* [TASK TO COMPLETE] Your answer must be every line of the data that contains "numbered".

○ ○ ○ ○

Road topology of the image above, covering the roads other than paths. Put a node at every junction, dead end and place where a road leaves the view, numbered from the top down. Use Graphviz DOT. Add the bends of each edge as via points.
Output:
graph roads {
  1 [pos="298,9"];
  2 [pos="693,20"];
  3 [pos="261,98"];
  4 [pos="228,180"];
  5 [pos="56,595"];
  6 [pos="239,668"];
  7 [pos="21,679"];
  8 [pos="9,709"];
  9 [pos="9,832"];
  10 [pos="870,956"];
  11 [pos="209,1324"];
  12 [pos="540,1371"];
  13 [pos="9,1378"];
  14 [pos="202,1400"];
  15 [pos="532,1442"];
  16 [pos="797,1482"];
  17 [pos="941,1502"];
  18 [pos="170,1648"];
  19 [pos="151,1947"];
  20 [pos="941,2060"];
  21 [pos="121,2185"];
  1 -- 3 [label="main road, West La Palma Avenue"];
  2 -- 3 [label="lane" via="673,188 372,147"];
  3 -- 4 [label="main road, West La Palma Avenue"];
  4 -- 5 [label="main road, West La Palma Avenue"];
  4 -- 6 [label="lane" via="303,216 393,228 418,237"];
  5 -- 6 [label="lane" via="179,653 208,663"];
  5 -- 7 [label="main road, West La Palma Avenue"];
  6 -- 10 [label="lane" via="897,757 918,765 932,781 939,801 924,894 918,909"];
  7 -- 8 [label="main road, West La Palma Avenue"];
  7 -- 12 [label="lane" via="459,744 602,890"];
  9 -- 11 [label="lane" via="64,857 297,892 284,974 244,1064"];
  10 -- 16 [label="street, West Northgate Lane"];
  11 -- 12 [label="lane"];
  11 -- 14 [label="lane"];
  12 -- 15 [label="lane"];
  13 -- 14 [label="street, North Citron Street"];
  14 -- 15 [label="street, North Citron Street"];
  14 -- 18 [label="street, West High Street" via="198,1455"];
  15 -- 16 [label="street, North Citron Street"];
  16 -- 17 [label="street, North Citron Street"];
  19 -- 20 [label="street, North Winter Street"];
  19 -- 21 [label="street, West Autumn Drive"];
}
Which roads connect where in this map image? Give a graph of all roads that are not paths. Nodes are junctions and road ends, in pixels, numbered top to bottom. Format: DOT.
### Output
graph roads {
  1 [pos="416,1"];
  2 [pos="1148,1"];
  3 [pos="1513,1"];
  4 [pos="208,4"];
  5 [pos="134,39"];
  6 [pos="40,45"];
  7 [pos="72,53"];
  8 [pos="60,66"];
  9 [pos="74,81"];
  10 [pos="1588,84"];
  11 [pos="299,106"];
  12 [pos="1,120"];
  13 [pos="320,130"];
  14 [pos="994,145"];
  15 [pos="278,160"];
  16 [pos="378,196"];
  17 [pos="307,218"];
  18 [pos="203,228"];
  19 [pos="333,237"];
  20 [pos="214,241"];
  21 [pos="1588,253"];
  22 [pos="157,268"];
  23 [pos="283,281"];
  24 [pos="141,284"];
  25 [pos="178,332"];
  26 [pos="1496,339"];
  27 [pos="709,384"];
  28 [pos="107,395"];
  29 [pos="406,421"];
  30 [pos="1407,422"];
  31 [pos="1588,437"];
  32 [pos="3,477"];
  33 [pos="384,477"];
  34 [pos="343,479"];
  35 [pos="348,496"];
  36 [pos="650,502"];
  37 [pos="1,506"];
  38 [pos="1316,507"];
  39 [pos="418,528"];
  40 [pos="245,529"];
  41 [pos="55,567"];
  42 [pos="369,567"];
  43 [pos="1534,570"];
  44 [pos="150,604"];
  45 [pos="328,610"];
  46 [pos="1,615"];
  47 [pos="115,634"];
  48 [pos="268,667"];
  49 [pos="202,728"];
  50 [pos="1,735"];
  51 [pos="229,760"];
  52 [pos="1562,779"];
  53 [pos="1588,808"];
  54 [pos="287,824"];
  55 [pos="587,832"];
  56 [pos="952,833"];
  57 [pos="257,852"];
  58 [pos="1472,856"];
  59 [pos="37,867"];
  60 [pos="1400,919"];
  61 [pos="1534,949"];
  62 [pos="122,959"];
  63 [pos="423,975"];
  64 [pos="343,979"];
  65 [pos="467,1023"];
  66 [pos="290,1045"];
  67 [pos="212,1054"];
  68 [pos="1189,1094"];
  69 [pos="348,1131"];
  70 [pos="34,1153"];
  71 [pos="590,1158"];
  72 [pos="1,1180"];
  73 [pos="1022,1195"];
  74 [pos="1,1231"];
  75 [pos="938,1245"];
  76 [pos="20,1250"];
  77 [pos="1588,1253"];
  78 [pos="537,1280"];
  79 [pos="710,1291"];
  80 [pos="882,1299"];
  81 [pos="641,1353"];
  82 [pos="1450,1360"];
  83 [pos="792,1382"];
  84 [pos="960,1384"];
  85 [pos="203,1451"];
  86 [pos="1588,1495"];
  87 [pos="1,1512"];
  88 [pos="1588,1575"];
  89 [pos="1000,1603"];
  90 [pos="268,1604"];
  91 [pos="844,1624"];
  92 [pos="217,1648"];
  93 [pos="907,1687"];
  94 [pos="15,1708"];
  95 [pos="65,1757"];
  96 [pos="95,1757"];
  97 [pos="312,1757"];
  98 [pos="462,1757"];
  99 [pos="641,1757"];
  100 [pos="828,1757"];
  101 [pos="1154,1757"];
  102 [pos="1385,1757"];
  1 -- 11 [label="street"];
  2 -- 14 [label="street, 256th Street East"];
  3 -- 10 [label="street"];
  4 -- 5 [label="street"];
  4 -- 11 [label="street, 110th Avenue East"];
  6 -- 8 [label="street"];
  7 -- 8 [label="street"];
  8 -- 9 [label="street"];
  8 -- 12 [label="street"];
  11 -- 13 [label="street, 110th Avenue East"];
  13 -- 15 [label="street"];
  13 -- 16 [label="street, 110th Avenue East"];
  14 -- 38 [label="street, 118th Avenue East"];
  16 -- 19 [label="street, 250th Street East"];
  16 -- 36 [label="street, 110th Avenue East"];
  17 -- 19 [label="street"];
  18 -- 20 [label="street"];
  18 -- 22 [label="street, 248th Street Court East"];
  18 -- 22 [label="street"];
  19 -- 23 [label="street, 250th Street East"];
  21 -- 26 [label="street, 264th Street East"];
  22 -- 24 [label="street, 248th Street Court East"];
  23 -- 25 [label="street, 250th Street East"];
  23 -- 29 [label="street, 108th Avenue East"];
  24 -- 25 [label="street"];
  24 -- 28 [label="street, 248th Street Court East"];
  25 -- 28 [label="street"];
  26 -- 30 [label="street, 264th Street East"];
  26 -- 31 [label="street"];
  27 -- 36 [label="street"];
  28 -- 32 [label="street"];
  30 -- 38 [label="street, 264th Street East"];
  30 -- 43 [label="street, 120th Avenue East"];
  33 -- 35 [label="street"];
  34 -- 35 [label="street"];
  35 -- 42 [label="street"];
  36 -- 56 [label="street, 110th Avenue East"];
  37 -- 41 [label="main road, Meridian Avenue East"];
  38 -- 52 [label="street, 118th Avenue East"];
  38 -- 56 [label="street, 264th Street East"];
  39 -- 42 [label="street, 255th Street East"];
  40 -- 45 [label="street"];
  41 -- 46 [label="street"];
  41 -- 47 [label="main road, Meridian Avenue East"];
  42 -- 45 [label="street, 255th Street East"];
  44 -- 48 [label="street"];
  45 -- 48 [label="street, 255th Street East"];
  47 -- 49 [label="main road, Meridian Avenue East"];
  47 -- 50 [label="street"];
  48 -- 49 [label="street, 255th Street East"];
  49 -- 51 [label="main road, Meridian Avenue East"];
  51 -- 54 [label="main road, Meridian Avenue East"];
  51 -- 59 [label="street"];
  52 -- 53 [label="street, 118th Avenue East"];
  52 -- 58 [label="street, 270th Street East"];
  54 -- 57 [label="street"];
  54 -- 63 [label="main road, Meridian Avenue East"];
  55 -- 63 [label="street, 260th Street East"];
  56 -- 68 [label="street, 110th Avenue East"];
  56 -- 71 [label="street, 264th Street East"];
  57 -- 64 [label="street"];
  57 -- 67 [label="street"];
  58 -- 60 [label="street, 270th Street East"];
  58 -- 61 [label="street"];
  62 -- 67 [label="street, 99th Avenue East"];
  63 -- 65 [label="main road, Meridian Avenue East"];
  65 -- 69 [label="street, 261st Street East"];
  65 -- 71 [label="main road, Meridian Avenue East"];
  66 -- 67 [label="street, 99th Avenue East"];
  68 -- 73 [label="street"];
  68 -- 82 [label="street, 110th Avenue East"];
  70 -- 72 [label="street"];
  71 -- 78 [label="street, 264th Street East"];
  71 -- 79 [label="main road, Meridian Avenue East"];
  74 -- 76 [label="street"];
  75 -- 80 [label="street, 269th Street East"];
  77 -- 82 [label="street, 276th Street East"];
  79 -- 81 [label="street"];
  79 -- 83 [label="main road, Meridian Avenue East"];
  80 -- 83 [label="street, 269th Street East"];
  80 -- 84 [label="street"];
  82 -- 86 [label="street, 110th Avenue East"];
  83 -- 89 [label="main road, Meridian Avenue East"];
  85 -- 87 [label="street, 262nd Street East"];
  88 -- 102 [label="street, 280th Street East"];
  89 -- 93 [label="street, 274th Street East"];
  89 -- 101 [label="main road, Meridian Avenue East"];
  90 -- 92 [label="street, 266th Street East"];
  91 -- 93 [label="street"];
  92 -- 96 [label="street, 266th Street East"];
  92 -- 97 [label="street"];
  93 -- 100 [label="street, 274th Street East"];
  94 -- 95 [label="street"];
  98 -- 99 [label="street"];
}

○ ○ ○ ○

* [RESPONSE FOR THIS EXERCISE]
Road topology of the image above, covering the roads other than paths. Put a node at every junction, dead end and place where a road leaves the view, numbered from the top down. Use Graphviz DOT. Add the bends of each edge as via points.
Which roads connect where in this map image? Give a graph of all roads that are not paths. Nodes are junctions and road ends, in pixels, numbered top to bottom. Format: DOT.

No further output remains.